**Directions:** Exactly as written and without the pictures, output the entries below.

[Stored data entries]
===============

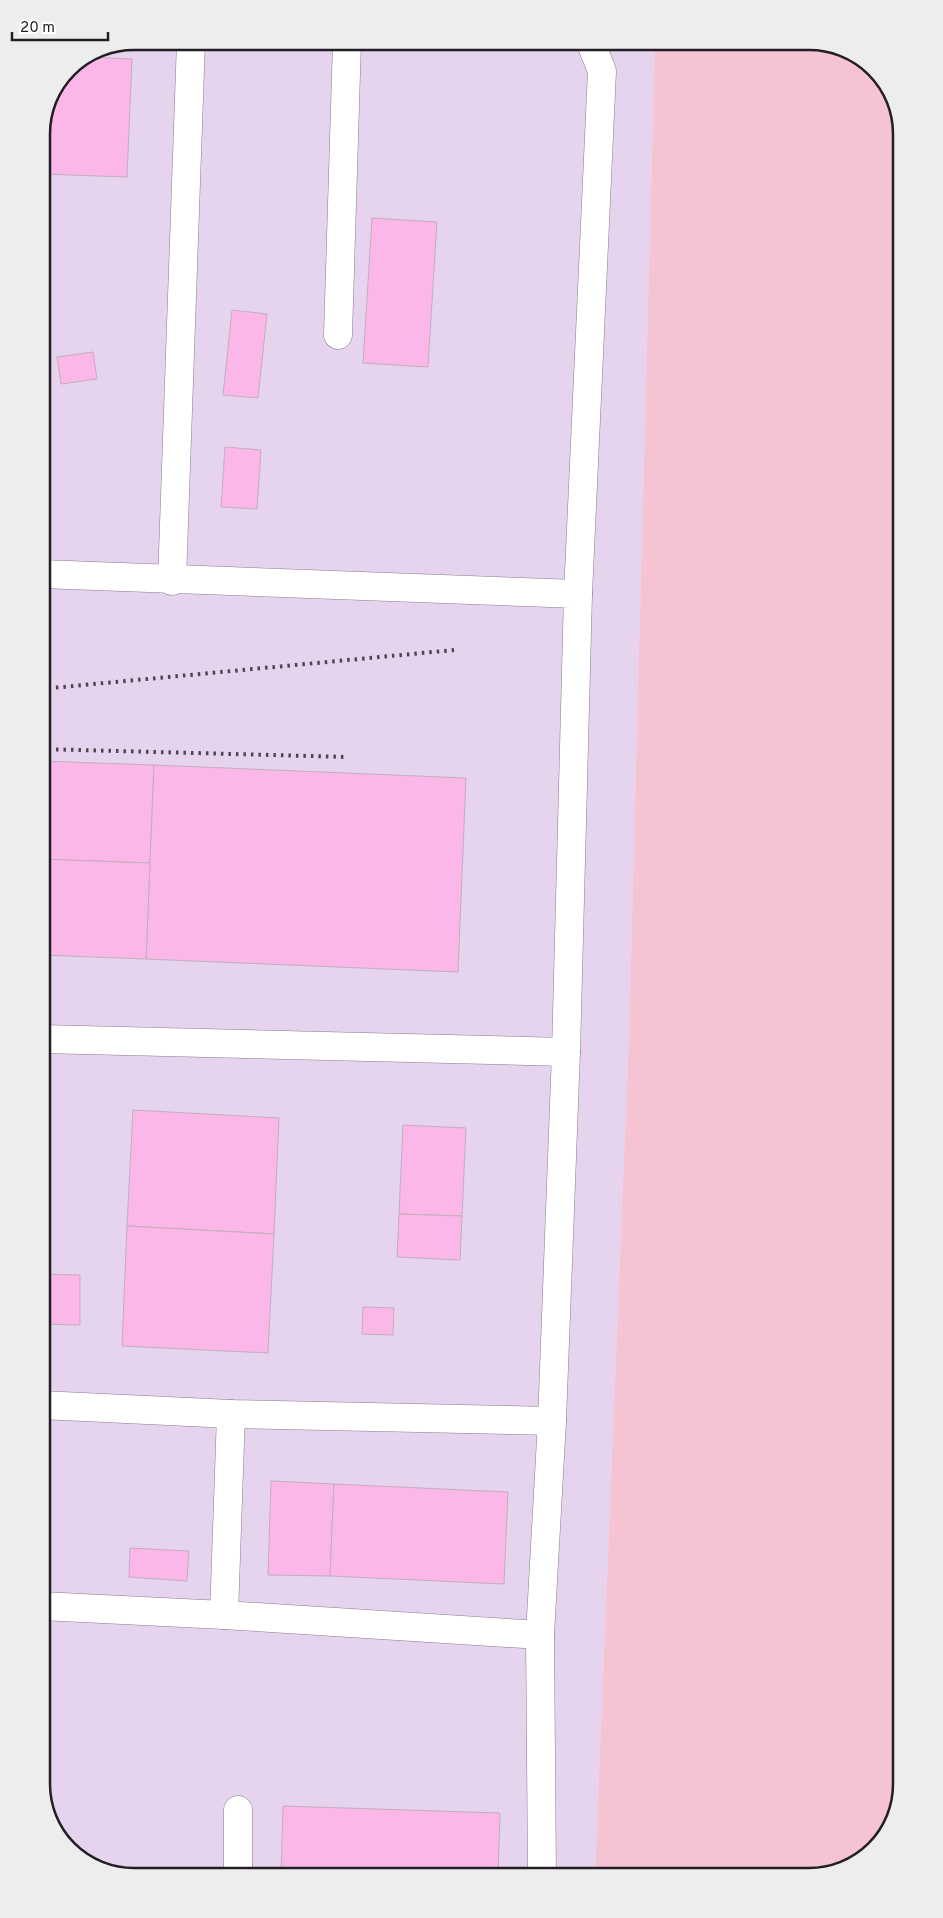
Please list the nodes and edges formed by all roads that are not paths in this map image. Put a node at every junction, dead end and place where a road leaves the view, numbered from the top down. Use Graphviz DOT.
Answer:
graph roads {
  1 [pos="191,50"];
  2 [pos="348,50"];
  3 [pos="594,50"];
  4 [pos="338,335"];
  5 [pos="50,574"];
  6 [pos="172,581"];
  7 [pos="578,594"];
  8 [pos="50,1039"];
  9 [pos="566,1052"];
  10 [pos="50,1406"];
  11 [pos="231,1414"];
  12 [pos="552,1422"];
  13 [pos="50,1606"];
  14 [pos="224,1615"];
  15 [pos="540,1635"];
  16 [pos="238,1810"];
  17 [pos="238,1868"];
  18 [pos="542,1868"];
  1 -- 6 [label="lane"];
  2 -- 4 [label="lane"];
  3 -- 7 [label="lane"];
  5 -- 6 [label="lane"];
  6 -- 7 [label="lane"];
  7 -- 9 [label="lane"];
  8 -- 9 [label="lane"];
  9 -- 12 [label="lane"];
  10 -- 11 [label="lane"];
  11 -- 12 [label="lane"];
  11 -- 14 [label="lane"];
  12 -- 15 [label="lane"];
  13 -- 14 [label="lane"];
  14 -- 15 [label="lane"];
  15 -- 18 [label="lane"];
  16 -- 17 [label="lane"];
}
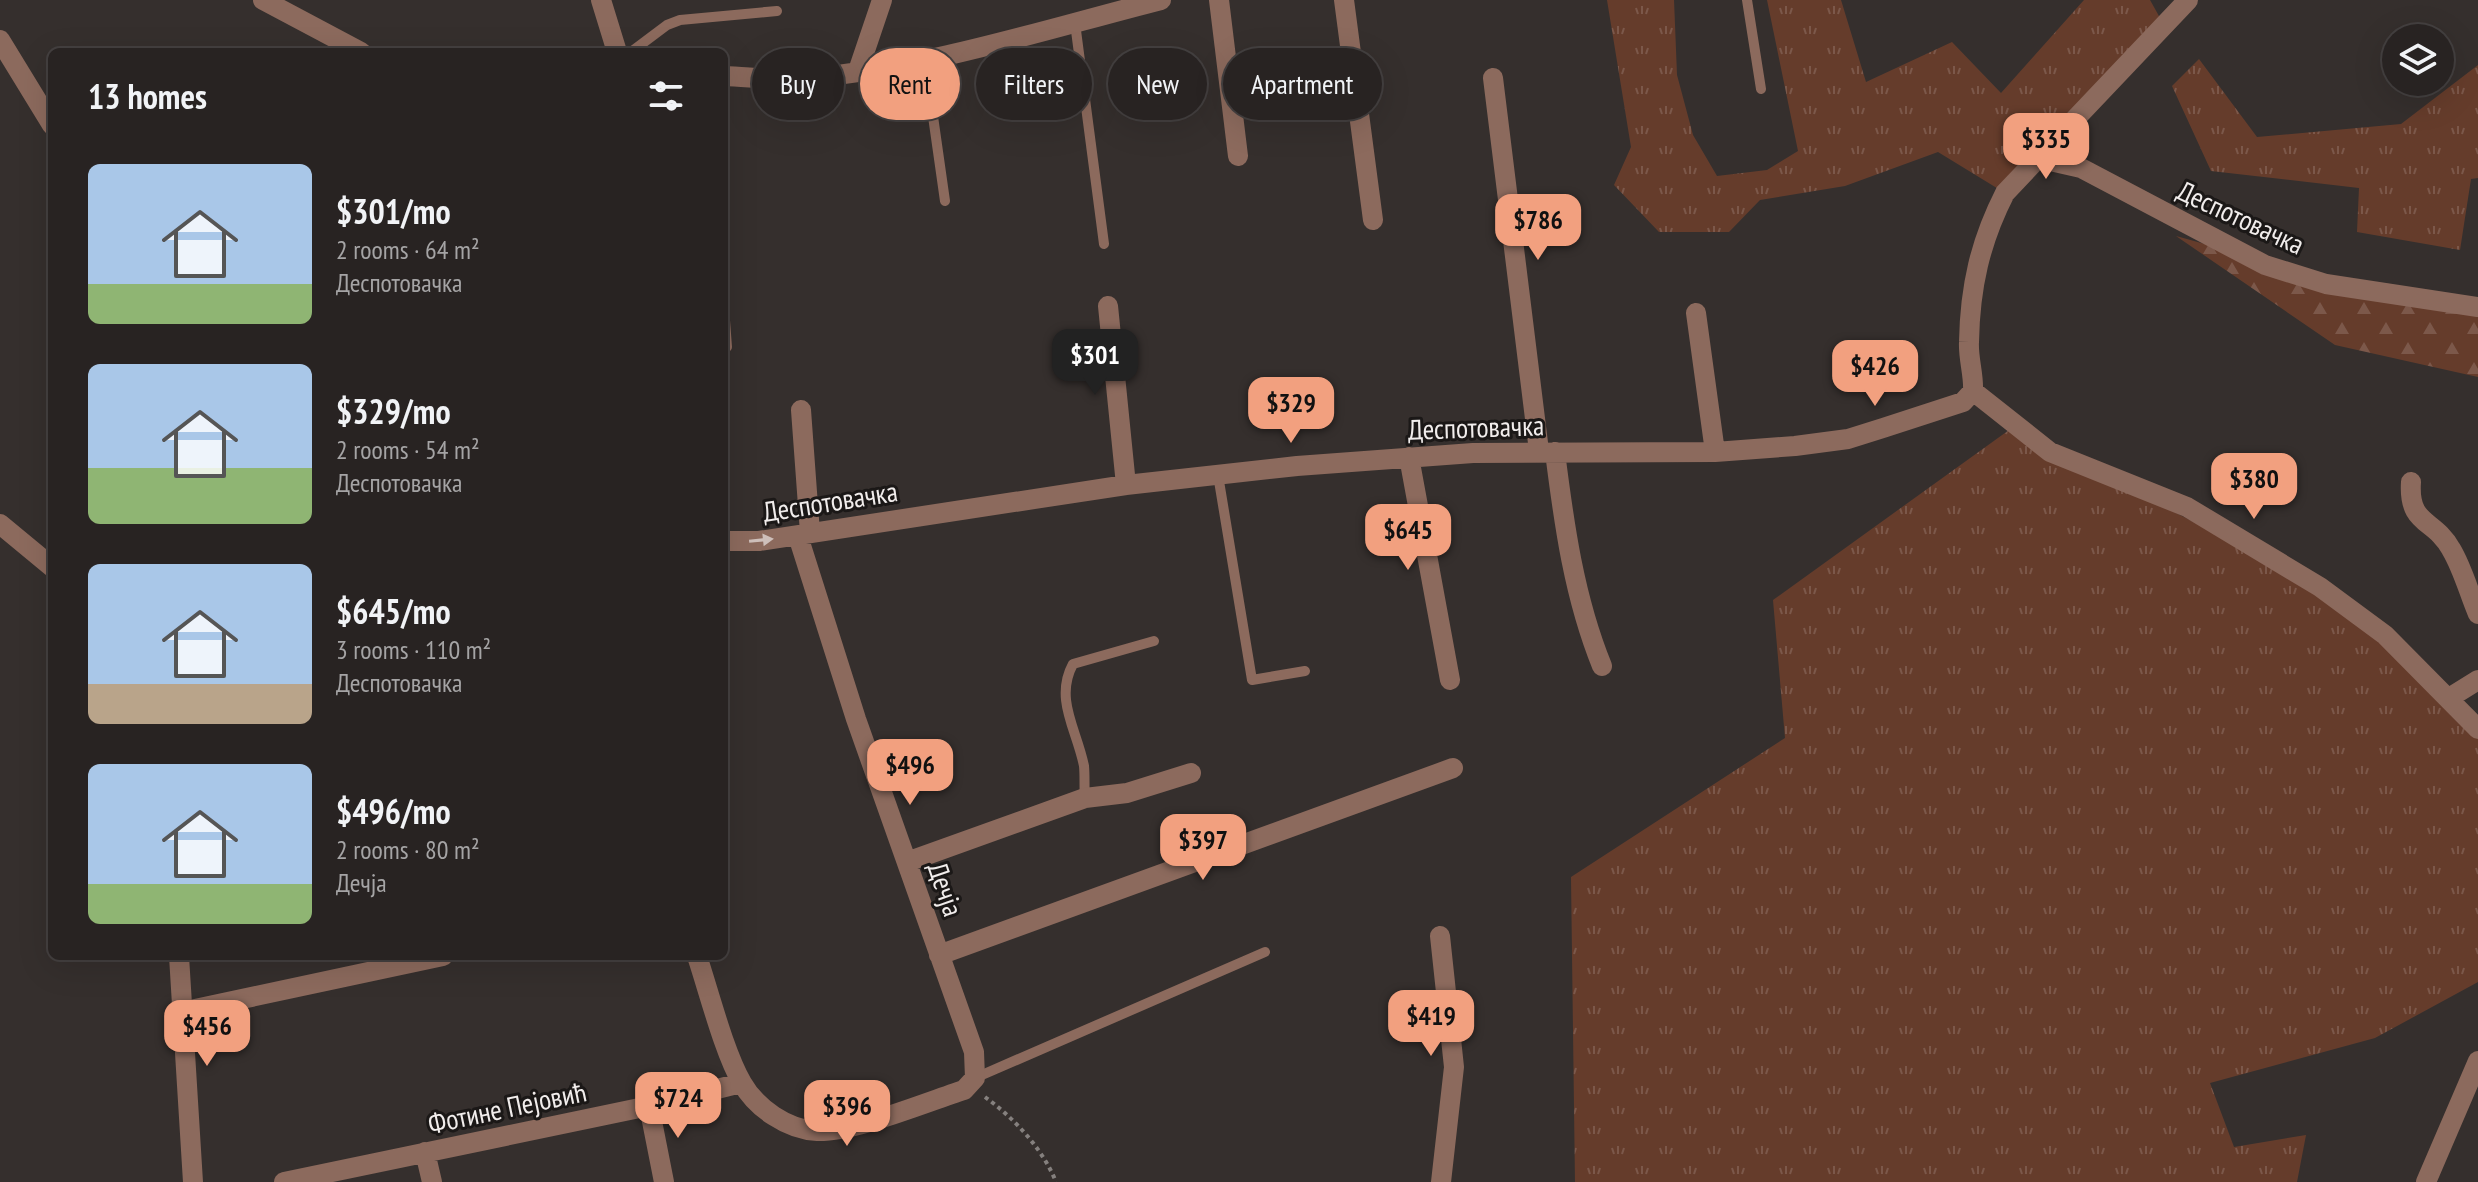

===============

**Exercise solution:**
Please list the nodes and edges formed by all roads that are not paths in this map image. Put a node at every junction, dead end and place where a road leaves the view, numbered from the top down. Use Graphviz DOT.
Answer:
graph roads {
  1 [pos="191,50"];
  2 [pos="348,50"];
  3 [pos="594,50"];
  4 [pos="338,335"];
  5 [pos="50,574"];
  6 [pos="172,581"];
  7 [pos="578,594"];
  8 [pos="50,1039"];
  9 [pos="566,1052"];
  10 [pos="50,1406"];
  11 [pos="231,1414"];
  12 [pos="552,1422"];
  13 [pos="50,1606"];
  14 [pos="224,1615"];
  15 [pos="540,1635"];
  16 [pos="238,1810"];
  17 [pos="238,1868"];
  18 [pos="542,1868"];
  1 -- 6 [label="lane"];
  2 -- 4 [label="lane"];
  3 -- 7 [label="lane"];
  5 -- 6 [label="lane"];
  6 -- 7 [label="lane"];
  7 -- 9 [label="lane"];
  8 -- 9 [label="lane"];
  9 -- 12 [label="lane"];
  10 -- 11 [label="lane"];
  11 -- 12 [label="lane"];
  11 -- 14 [label="lane"];
  12 -- 15 [label="lane"];
  13 -- 14 [label="lane"];
  14 -- 15 [label="lane"];
  15 -- 18 [label="lane"];
  16 -- 17 [label="lane"];
}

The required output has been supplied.